You can not prevent it unless you were using a secure VPN on your system, but still disabling this takes you one step further in your privacy.
network.cookie.cookieBehavior
This preference will set the value in the integer as shown below.
0 = Accept all cookies by default
1 = Only accept cookies from the originating site (block third-party cookies)
2 = Block all cookies by default
3 = Lock cookies from unvisited sites
4 = New Cookie Jar policy (prevents storage access to trackers)
The range from 1 to 3 will improve your security. I suggest setting 2 or 3. However, the new Cookie Jar Policy (option 4) will provide you with more protection but might break some websites.
network.cookie.lifetimePolicy = 2
This is another integer type preference that you should set to a value of 2. It will tell Firefox to automatically delete all the cookies at the end of the session. You can even switch to another option as per your needs from the below list:
0 = Accept cookies normally
1 = Prompt for each cookie
2 = Accept for the current session only
3 = Accept for N days
network.dns.disablePrefetch = true
Settings this preference to true will prevent Firefox from performing domain name resolution proactively and in parallel for hyperlinks, images, CSS, JavaScript, and other webpage content.
However, enabling this preference comes with some risks that have been described in this paper.
network.prefetch-next = false
This setting helps to prefetch pages that are likely to be visited, so the browser downloads them immediately and they can be displayed when the user requests them.
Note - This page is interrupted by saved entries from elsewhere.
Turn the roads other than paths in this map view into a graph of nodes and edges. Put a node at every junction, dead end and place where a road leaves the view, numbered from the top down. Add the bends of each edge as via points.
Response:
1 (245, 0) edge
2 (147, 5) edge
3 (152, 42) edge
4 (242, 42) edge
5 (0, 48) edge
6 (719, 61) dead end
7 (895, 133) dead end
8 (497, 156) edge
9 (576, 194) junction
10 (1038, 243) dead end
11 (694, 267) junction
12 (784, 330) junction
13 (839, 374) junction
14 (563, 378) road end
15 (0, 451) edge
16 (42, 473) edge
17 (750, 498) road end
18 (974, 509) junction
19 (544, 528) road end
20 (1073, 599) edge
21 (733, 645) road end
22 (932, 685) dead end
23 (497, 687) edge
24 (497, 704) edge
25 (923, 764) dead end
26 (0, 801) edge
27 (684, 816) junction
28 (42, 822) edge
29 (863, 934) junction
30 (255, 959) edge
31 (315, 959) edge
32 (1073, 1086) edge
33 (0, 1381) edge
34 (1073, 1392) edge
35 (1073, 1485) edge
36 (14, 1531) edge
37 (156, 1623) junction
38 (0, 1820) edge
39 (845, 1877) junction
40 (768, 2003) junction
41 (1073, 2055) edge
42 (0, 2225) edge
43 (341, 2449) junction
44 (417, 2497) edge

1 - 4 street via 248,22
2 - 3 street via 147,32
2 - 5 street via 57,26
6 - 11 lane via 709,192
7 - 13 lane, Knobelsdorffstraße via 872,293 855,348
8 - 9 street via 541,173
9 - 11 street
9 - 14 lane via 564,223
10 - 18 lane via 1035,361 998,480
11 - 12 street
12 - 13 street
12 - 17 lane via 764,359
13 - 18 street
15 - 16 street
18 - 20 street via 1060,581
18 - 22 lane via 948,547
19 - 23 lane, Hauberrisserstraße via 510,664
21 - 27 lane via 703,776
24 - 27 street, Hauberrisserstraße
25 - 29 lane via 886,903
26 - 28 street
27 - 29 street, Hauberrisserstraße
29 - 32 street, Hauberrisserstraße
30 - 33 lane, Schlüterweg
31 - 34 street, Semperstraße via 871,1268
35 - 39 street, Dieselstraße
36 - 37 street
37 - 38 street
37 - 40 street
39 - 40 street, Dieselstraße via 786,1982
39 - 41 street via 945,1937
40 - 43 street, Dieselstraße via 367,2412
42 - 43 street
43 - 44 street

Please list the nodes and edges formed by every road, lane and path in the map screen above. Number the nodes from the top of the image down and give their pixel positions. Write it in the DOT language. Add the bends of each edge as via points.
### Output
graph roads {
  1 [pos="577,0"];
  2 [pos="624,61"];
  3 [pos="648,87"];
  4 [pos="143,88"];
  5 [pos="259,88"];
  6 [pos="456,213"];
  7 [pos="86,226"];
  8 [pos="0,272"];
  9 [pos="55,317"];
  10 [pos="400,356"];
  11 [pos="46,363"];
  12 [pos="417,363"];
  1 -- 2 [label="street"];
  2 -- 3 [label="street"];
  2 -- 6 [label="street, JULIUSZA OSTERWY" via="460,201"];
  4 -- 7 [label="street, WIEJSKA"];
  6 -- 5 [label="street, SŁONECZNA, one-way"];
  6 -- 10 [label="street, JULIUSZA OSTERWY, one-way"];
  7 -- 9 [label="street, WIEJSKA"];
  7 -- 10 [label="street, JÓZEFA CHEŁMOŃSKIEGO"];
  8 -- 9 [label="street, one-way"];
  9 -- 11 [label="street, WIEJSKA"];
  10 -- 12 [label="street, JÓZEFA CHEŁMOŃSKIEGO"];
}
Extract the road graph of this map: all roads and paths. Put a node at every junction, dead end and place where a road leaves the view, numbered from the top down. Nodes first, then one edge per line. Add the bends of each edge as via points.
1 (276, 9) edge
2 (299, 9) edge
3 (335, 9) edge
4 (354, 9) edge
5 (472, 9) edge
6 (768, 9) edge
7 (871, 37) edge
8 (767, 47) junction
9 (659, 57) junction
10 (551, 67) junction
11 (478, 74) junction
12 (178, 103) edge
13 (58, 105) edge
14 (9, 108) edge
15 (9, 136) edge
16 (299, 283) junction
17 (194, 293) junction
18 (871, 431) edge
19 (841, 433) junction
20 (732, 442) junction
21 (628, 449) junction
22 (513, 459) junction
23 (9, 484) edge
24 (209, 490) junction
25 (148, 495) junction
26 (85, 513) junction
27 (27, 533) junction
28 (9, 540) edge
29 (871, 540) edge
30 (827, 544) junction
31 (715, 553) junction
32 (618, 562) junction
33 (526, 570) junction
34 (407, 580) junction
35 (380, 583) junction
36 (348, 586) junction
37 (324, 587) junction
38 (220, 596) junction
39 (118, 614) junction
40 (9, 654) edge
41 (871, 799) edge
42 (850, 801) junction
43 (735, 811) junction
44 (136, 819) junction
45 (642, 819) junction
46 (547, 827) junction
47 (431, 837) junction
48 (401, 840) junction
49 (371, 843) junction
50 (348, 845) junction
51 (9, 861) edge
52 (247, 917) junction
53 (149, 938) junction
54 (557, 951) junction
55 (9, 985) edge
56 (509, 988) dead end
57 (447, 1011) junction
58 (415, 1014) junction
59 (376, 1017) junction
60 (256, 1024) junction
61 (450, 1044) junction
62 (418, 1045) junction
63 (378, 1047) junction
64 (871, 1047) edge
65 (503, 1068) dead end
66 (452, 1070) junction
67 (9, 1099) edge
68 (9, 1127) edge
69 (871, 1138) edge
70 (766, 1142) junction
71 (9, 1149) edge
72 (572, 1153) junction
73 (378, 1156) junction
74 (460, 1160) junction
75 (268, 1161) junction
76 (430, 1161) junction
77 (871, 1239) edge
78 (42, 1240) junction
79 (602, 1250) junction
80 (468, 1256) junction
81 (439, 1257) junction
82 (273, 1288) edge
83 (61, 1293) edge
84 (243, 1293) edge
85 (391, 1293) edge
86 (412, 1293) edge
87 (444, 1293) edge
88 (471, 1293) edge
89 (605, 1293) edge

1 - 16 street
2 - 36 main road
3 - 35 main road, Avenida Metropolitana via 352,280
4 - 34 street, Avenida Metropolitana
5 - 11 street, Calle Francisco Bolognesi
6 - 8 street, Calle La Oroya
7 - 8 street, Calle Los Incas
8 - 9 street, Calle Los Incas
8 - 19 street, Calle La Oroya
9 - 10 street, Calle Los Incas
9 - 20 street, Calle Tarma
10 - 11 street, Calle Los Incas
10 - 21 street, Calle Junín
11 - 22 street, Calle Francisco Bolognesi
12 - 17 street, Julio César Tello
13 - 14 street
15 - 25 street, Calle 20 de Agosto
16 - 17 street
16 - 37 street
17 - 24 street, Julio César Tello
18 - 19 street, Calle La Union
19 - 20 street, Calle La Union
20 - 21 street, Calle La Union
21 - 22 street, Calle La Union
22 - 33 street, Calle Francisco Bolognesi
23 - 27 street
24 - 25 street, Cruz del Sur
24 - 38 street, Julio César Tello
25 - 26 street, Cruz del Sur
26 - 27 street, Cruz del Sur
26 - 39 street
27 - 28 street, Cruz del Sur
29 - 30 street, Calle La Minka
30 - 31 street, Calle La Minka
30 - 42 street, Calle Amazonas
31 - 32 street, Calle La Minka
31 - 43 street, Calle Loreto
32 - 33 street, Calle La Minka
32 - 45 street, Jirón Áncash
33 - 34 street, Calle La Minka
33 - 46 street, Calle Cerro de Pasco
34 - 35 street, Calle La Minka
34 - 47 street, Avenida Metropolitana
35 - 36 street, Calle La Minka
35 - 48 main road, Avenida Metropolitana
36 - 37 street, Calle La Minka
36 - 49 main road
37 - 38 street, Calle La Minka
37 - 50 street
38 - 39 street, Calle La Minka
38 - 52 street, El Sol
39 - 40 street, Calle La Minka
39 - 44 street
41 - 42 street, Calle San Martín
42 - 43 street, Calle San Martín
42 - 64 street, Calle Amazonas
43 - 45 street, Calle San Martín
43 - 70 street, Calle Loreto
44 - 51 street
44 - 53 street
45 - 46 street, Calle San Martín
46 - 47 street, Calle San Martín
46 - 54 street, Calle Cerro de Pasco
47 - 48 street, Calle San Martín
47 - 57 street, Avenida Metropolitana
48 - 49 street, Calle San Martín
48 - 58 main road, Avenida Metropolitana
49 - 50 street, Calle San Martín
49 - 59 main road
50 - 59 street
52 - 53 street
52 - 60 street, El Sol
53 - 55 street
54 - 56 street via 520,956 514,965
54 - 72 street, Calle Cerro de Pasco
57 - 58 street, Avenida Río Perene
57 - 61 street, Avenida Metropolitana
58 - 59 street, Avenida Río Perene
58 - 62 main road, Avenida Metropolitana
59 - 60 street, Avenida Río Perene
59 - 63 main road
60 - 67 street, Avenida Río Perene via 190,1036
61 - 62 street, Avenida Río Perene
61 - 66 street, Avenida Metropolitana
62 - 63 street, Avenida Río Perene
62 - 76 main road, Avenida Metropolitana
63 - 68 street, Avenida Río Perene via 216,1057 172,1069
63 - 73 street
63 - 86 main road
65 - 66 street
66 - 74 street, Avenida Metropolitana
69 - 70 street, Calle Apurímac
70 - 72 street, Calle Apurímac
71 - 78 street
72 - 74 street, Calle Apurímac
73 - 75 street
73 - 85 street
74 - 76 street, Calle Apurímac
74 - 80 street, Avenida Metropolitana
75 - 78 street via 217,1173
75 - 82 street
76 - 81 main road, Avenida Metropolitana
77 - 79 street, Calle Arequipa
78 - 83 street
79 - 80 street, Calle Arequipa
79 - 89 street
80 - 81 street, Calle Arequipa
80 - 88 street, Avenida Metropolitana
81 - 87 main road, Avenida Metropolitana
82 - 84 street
Setting this preference to false will prevent pages from being prefetched by Firefox. Which lets all pages load only when they are visited by the user.
webgl.disabled = true
WebGL can fingerprint your device, so disabling this feature will be a good choice. However, I’ve found many websites do not work when the setting is set to disable. If that happens, switch back to default and test if it works.
dom.event.clipboardevents.enabled = false
It will prevent websites from getting notifications if you copy, paste, or cut something from the page. However, to work on Google Docs using the keyboard (Ctrl+C, Ctrl+X, Ctrl+V), it needs dom.event.clipboardevents.enabled to be enabled.
media.eme.enabled = false
This disables the playback of DRM-controlled HTML5 content. See details here.